In a selected group of HIV-related lymphomas, intensive chemotherapy with LNH84 is feasible and yields a high CR rate. Survival is short due to death from HIV-related infections; however, in a subgroup of patients without adverse prognostic factors, long-term remission was observed.
在人类免疫缺陷病毒(HIV)血清学阳性的患者中,观察到高级别非霍奇金淋巴瘤的风险增加。此类患者的治疗因潜在的获得性免疫缺陷综合征(AIDS)而变得复杂。诸如用于非HIV相关淋巴瘤的强化治疗策略可能耐受性较差。然而,没有严重AIDS的患者可能从这种方法中获得显著益处。在一项前瞻性多中心研究中,对141例接受积极化疗的HIV血清学阳性淋巴瘤患者的治疗结果进行了评估。
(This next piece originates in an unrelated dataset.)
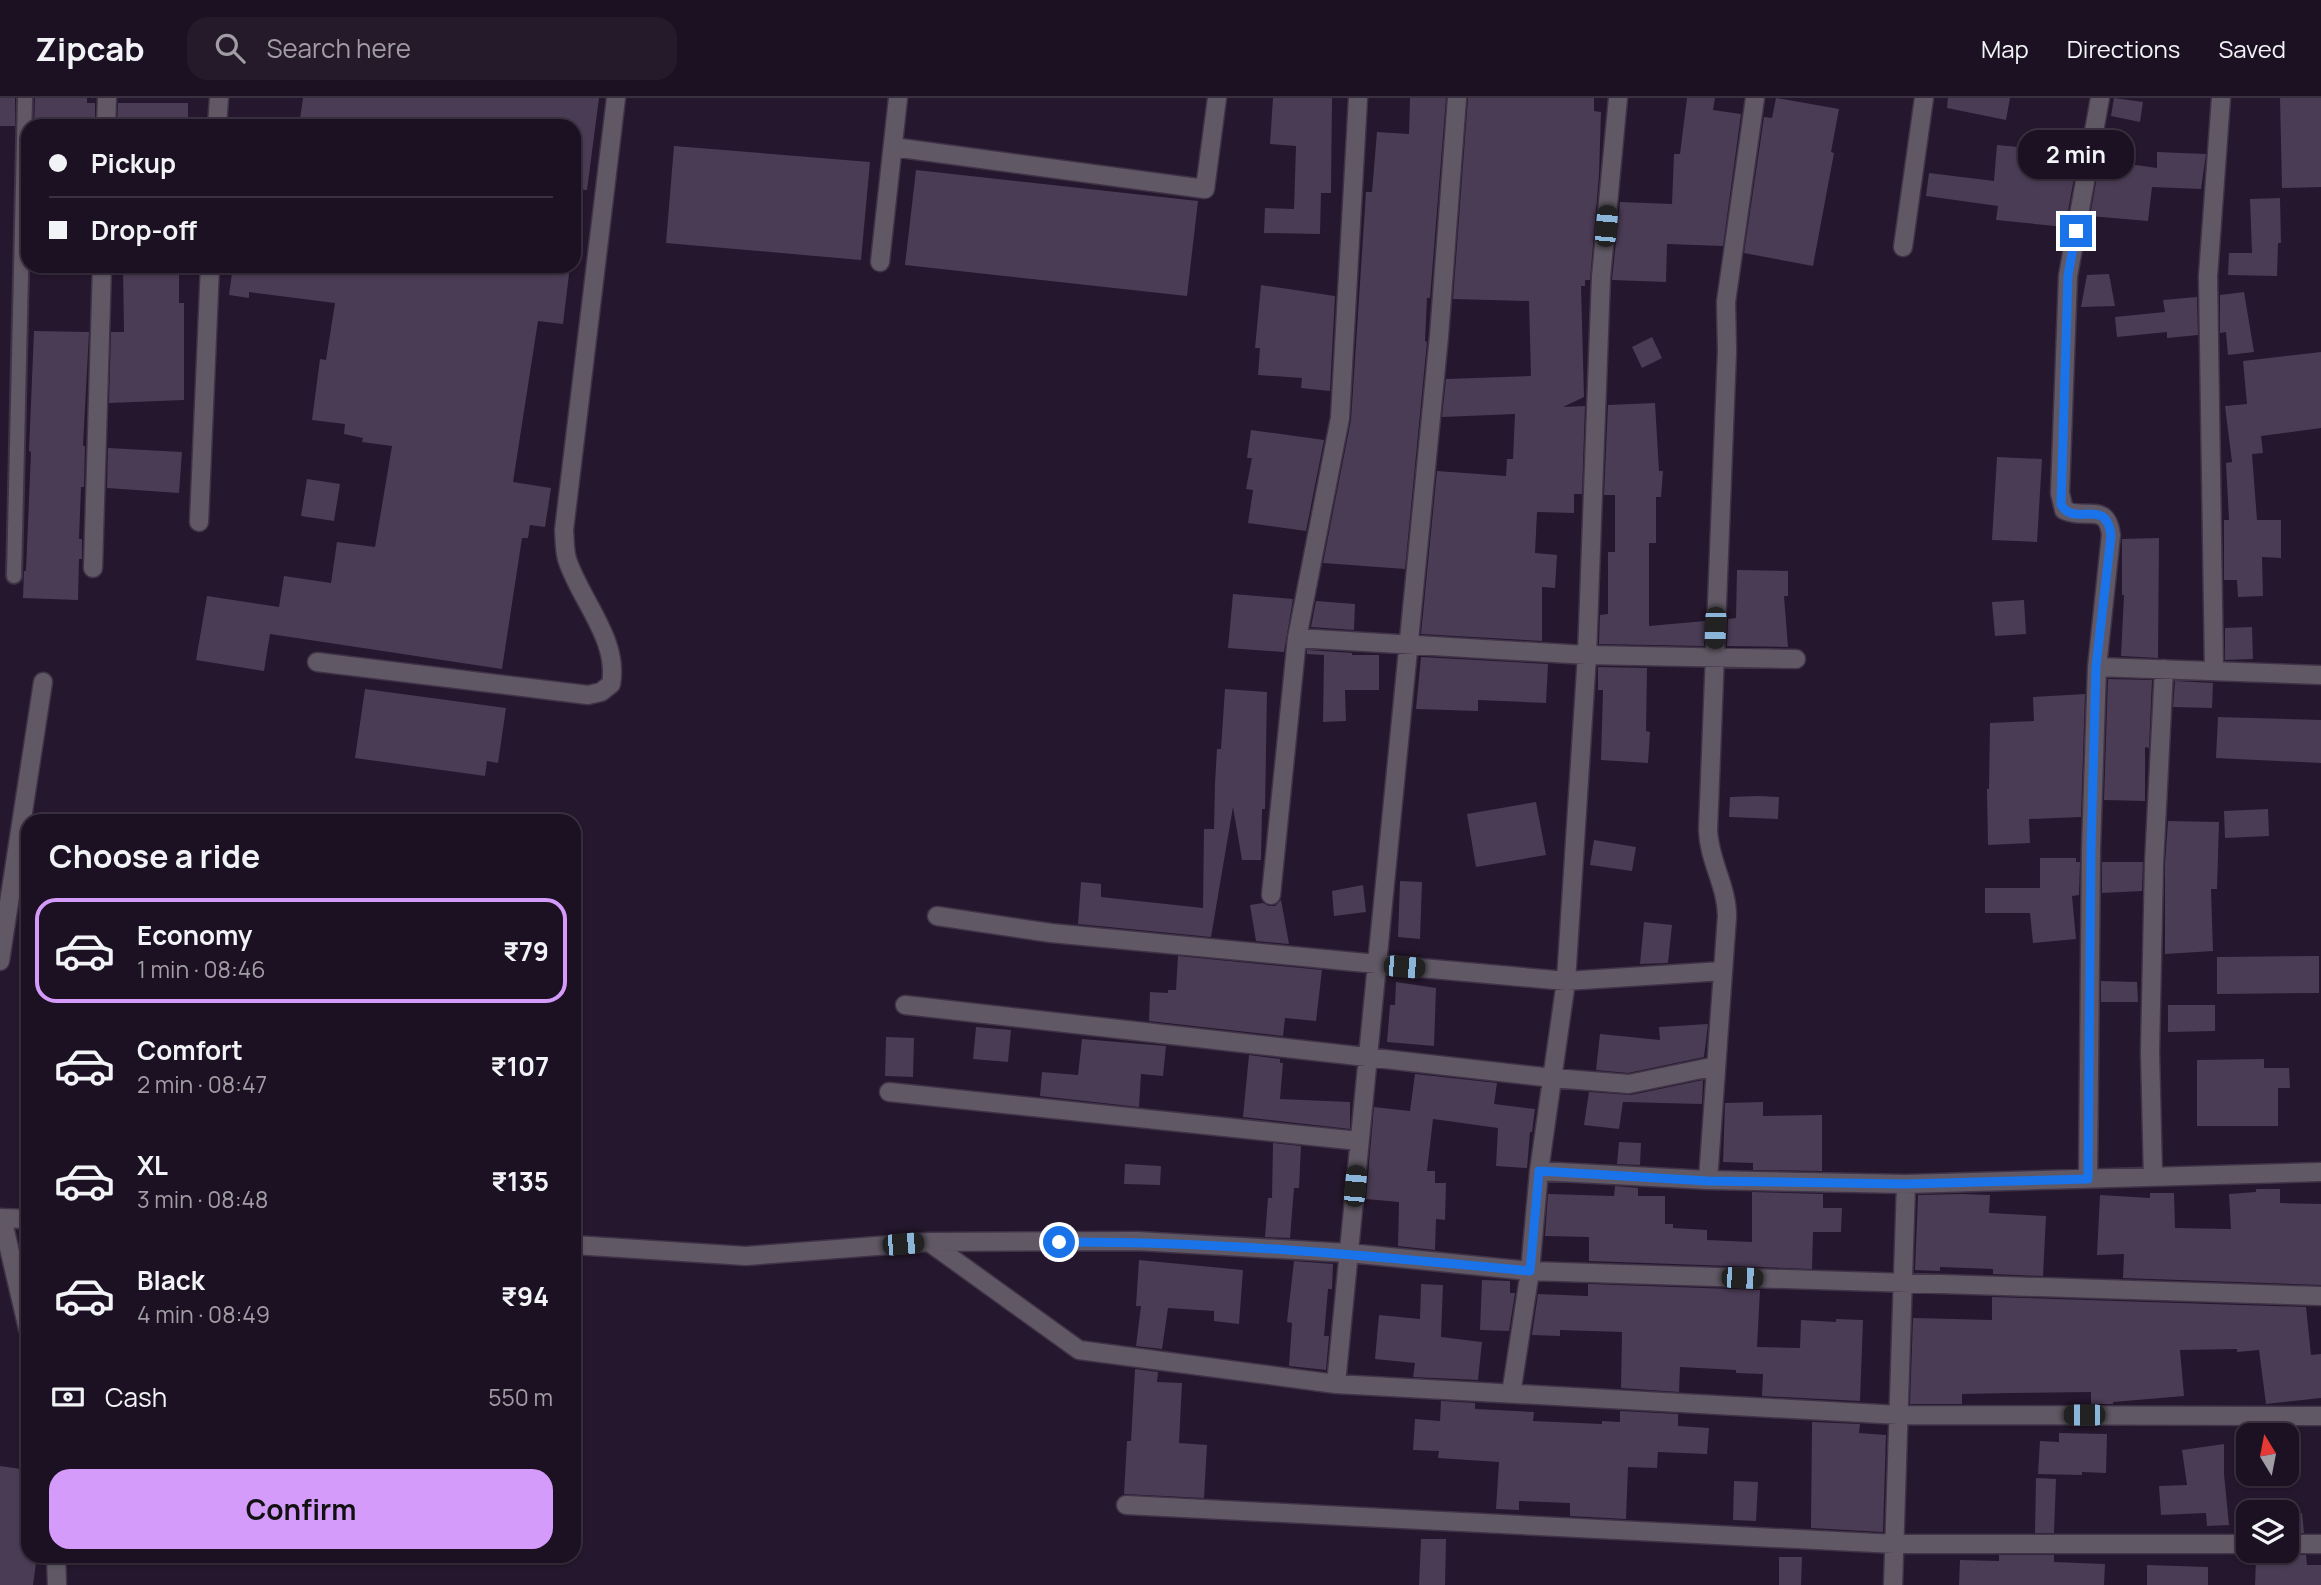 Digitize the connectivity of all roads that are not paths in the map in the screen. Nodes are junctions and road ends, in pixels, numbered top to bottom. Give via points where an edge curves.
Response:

连续对141例淋巴瘤成年患者进行治疗,这些患者的体能状态小于3且无活动性机会性感染,接受三个周期的多柔比星75mg/m²、环磷酰胺1200mg/m²、长春地辛2mg/m²,连用2天,博来霉素10mg,连用2天,泼尼松龙60mg/m²,连用5天(ACVB方案)。该治疗之后是高剂量甲氨蝶呤加亚叶酸钙、异环磷酰胺、依托泊苷、天冬酰胺酶和阿糖胞苷的巩固阶段(LNH84方案)。常规采用鞘内注射甲氨蝶呤进行中枢神经系统预防。化疗后开始齐多夫定维持治疗。93例患者为高级别淋巴瘤(59例为伯基特型),48例为中级别淋巴瘤。86例患者处于播散性III - IV期,29例有脑膜受累,30例有骨髓浸润;62例患者有超过2个结外部位受累。95例患者的乳酸脱氢酶水平高于正常值。CD4阳性淋巴细胞计数中位数为227×10⁶/L。
89例患者(63%)实现完全缓解(CR),19例(13%)部分缓解,而13例无反应,20例(14%)在ACVB治疗过程中死亡,其中8例死于疾病进展。中位随访28个月,中位生存期和无病生存期分别为9个月和16个月。无反应者的中位生存期为5个月;23例患者在持续CR期间死于机会性感染。在多变量分析中,四个因素与较短生存期密切相关:(1)CD4计数小于100×10⁶/L,(2)体能状态大于1,(3)免疫母细胞淋巴瘤,(4)既往有AIDS。在没有所有危险因素的情况下,2年生存率为50%。
在一组选定的HIV相关淋巴瘤患者中,采用LNH84方案进行强化化疗是可行的,且完全缓解率高。由于死于HIV相关感染,生存期较短;然而,在一个没有不良预后因素的亚组患者中,观察到了长期缓解。